MIT researchers reported in the October 9 issue of Science that they have proven through experiments their long-standing theory on a new way to manipulate light waves. Their photonic crystals do what no other waveguide has managed to do: guide light around a 90-degree turn without losing even an iota of efficiency.
Although only marginally faster than electricity, light can send and process much more information than electrical signals through wires, said Pierre R. Villeneuve, a research scientist in the Research Laboratory of Electronics (RLE). Among the most promising applications for improved optical circuits are telecommunications and data processing, including CDs and other optical data storage devices incorporating microlasers.
After eight years of research, John D. Joannopoulos, the Francis Wright Davis professor of physics at RLE, Dr. Villeneuve and colleagues from Sandia National Laboratories in Albuquerque, NM, have come up with a way to control and guide light that takes a different approach from standard waveguides. Their photonic crystals -- symmetrical and geometrical arrangements of materials that reflect light -- give the word "tiny" a whole new meaning. At their smallest, they are about one-eightieth the diameter of human hair.
This is an exciting new class of materials, Professor Joannopoulos said. "This new ability to mold and guide light leads to many novel applications of these materials as optoelectronic components."
Because optical fibers use pulses of light to transmit information typically at the rate of 20 billion pulses, or bits, per second, they are used widely for transmitting data by telephone and the Internet. But because optical signals cannot yet be manipulated efficiently enough, tasks such as routing calls between locations is still done electronically.
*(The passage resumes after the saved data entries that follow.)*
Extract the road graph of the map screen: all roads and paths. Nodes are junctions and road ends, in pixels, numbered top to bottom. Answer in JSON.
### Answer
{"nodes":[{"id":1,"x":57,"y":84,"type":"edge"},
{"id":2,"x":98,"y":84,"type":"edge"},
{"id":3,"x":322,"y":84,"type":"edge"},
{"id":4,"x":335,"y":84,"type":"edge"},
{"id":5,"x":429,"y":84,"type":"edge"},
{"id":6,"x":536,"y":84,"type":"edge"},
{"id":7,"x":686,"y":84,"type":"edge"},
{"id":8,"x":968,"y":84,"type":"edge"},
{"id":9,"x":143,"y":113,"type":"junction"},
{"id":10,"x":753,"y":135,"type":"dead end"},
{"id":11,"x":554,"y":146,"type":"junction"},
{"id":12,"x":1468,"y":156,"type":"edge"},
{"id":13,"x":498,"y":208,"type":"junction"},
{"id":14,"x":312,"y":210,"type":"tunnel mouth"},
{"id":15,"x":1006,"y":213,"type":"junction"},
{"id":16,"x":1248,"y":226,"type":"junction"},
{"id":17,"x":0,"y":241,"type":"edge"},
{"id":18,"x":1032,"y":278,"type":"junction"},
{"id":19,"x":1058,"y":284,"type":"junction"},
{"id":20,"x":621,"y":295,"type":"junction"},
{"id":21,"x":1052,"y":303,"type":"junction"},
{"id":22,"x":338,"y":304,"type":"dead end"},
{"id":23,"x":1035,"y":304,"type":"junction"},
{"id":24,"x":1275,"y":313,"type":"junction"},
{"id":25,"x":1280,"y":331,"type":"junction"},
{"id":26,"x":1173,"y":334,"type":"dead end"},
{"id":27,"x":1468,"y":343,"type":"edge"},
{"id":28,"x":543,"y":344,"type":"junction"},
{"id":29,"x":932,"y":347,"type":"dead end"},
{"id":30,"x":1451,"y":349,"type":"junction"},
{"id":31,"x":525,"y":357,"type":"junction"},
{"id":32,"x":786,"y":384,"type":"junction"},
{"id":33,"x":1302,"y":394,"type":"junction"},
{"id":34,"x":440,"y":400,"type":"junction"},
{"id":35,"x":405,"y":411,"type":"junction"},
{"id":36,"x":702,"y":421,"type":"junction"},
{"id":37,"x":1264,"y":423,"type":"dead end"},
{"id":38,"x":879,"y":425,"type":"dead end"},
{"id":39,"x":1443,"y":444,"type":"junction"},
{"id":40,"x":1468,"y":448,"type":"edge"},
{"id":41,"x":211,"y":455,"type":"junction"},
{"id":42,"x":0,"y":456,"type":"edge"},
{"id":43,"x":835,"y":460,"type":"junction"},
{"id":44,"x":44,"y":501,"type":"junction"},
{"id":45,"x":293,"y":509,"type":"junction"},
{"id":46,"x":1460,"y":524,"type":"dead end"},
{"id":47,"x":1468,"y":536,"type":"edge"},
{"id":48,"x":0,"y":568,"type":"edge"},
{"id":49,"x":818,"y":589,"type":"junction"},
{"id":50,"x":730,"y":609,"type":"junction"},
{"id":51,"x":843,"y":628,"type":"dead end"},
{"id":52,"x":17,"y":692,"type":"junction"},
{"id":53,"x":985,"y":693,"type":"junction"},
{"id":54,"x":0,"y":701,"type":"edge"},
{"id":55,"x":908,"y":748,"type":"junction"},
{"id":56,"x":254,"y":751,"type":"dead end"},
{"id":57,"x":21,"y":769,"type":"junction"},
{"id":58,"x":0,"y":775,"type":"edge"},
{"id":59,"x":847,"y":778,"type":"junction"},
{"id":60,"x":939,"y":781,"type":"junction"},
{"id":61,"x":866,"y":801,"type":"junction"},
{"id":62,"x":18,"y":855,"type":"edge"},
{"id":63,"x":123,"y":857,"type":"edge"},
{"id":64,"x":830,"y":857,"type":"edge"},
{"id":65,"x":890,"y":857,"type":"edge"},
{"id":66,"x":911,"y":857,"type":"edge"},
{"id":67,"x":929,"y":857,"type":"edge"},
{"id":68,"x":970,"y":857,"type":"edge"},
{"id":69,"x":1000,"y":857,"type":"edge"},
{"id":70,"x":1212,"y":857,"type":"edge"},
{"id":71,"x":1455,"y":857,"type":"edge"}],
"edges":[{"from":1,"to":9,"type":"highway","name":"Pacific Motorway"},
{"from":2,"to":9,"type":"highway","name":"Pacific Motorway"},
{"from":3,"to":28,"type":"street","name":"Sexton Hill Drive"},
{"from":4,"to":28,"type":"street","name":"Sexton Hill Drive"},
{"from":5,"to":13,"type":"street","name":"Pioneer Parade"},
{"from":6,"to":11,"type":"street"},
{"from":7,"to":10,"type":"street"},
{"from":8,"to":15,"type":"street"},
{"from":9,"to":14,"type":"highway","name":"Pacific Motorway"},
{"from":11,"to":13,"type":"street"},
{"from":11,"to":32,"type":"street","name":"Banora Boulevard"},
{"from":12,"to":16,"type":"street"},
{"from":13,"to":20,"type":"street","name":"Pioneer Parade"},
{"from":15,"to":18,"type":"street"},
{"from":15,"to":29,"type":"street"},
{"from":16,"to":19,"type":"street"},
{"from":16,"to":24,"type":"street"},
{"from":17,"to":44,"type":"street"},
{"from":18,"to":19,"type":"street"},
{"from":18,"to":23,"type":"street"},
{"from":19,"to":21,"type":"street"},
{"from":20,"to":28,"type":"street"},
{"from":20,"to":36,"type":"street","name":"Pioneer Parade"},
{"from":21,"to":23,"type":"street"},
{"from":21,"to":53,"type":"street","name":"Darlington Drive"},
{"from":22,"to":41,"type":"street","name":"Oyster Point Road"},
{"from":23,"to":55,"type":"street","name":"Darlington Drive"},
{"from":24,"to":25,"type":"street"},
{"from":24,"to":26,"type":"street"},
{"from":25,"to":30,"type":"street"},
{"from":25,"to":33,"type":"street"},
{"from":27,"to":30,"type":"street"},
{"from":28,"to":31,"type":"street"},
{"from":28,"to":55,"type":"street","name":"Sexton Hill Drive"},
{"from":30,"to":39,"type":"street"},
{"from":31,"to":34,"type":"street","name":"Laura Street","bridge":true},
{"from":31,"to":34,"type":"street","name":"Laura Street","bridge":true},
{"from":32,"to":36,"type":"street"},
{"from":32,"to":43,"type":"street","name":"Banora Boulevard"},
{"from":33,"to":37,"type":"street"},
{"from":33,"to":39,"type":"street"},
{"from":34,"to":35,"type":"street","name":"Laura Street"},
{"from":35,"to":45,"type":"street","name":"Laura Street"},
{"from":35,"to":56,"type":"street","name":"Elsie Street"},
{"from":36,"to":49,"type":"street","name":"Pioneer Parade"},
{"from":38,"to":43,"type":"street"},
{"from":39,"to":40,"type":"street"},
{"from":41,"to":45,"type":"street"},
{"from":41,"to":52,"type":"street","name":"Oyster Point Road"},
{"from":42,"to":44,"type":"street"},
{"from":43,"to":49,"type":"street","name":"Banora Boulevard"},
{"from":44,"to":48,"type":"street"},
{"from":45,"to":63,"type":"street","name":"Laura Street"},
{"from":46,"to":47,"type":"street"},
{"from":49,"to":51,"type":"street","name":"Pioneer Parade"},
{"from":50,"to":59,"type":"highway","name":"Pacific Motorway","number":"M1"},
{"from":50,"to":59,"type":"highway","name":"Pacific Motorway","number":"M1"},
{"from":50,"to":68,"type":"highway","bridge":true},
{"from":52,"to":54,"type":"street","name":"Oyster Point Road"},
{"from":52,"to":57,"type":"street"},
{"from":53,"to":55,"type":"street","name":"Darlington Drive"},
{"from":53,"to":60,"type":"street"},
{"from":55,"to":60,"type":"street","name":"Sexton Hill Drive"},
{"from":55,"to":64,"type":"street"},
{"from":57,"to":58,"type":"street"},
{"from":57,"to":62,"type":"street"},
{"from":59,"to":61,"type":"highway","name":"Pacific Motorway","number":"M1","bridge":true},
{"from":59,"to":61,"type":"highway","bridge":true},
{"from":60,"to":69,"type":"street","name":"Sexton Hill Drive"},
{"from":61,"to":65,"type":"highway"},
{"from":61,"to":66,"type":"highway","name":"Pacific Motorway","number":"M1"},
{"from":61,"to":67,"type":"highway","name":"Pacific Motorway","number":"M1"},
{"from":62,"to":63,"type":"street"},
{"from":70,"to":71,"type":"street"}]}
This causes bottlenecks and delays.
Light, like a speeding bullet, is good at zooming straight ahead but bad at turns. Current waveguides that navigate light around sharp turns tend to cause the light to escape and scatter. What's more, a standard waveguide for a 90-degree turn takes up a square millimeter, a veritable airport of space on a photonic integrated circuit.
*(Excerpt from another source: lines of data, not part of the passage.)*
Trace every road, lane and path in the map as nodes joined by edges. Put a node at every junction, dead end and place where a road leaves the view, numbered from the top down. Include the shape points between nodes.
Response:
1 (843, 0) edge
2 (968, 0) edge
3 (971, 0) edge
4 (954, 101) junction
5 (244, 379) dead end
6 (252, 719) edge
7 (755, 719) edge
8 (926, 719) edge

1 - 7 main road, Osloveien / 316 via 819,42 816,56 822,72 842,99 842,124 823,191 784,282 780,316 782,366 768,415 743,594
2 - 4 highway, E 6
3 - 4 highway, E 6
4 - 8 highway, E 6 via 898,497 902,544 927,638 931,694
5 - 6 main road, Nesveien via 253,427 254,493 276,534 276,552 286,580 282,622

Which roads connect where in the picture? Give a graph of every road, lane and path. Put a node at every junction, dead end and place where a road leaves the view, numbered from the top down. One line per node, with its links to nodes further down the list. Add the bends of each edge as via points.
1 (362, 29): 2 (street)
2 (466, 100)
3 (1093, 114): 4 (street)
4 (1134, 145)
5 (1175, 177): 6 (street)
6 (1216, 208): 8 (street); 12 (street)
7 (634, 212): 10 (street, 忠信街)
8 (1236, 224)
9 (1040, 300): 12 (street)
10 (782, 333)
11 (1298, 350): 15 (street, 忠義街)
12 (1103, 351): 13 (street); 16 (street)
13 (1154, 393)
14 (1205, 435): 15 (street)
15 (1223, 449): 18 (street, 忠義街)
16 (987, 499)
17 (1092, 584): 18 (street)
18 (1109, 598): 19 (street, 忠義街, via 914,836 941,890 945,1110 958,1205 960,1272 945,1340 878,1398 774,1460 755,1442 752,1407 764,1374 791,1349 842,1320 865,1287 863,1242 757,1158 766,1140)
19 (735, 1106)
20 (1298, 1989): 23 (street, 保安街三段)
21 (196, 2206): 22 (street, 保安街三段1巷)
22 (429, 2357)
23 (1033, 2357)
The researchers' goal is to find a way to miniaturize photonic devices while improving their function. "If we can manipulate photons on the scale of 1.5 microns, the length of one wavelength of light, or even less, the advantages are low-energy, low-cost devices in which a lot of components can fit on a single chip so we can integrate as many components as possible," Dr. Villeneuve said. Real estate is at a premium on your average computer chip. The Pentium chip, for instance, holds half a million transistors in the space of the head of a thimble. The goal here is to duplicate this high-density integration of components onto optical circuits.
"We would like to be able to develop photonic integrated circuits, in which a single (optical) chip contains components such as multiple waveguides, switches and modulators," Dr. Villeneuve said. "We need to be able to send light down the maze of channels and cross-channels on a chip. So we need to come up with a way to bend the light more sharply than in one square millimeter."
With the goal of designing materials that affect light in the way that semiconductors affect electrons, the researchers turned to photonic crystals. When silicon atoms are arranged in a crystal, some electron waves get through the matrix and some get reflected. This interference creates a range of energies where electrons cannot exist. The introduction of impurities or defects allows one to control the flow of electrons, i.e., their conductivity.
To recreate the same principle using light, the researchers built a checkerboard of perfect rows of tiny posts made of alternating materials. If the system is just perfect, destructive interference -- the bouncing around and reflections of light waves as in a maze of mirrors -- will cause the waves to cancel each other out. The result is an energy gap -- a range of frequencies in which there are no photons. "The resulting multiple reflections and interference creates the effect we are seeking," Dr. Villeneuve said.
If you then insert a defect in the crystal, the photon can localize onto the defect. Light waves can move along the defect. If they move away from the defect, they are rebuffed by walls of perfect crystal.
The researchers then built the defect so it makes a sharp turn. The light either turns or gets reflected back. With a slight adjustment in the placement of the posts, the researchers got the light to travel down the defect and turn without any loss in efficiency. All the light that was sent down the defect turned and continued on its way without being reflected.
While photonic crystals have been tested with microwaves and seem to work in 1,000 times less space than traditional waveguides, Dr. Villeneuve warned that optical computers containing only chips that carry light waves and none that operate with electrons are still a long way off. "There are still staggering obstacles to overcome," he said.
This work at MIT is supported in part by the National Science Foundation.
A version of this article appeared in MIT Tech Talk on October 21, 1998.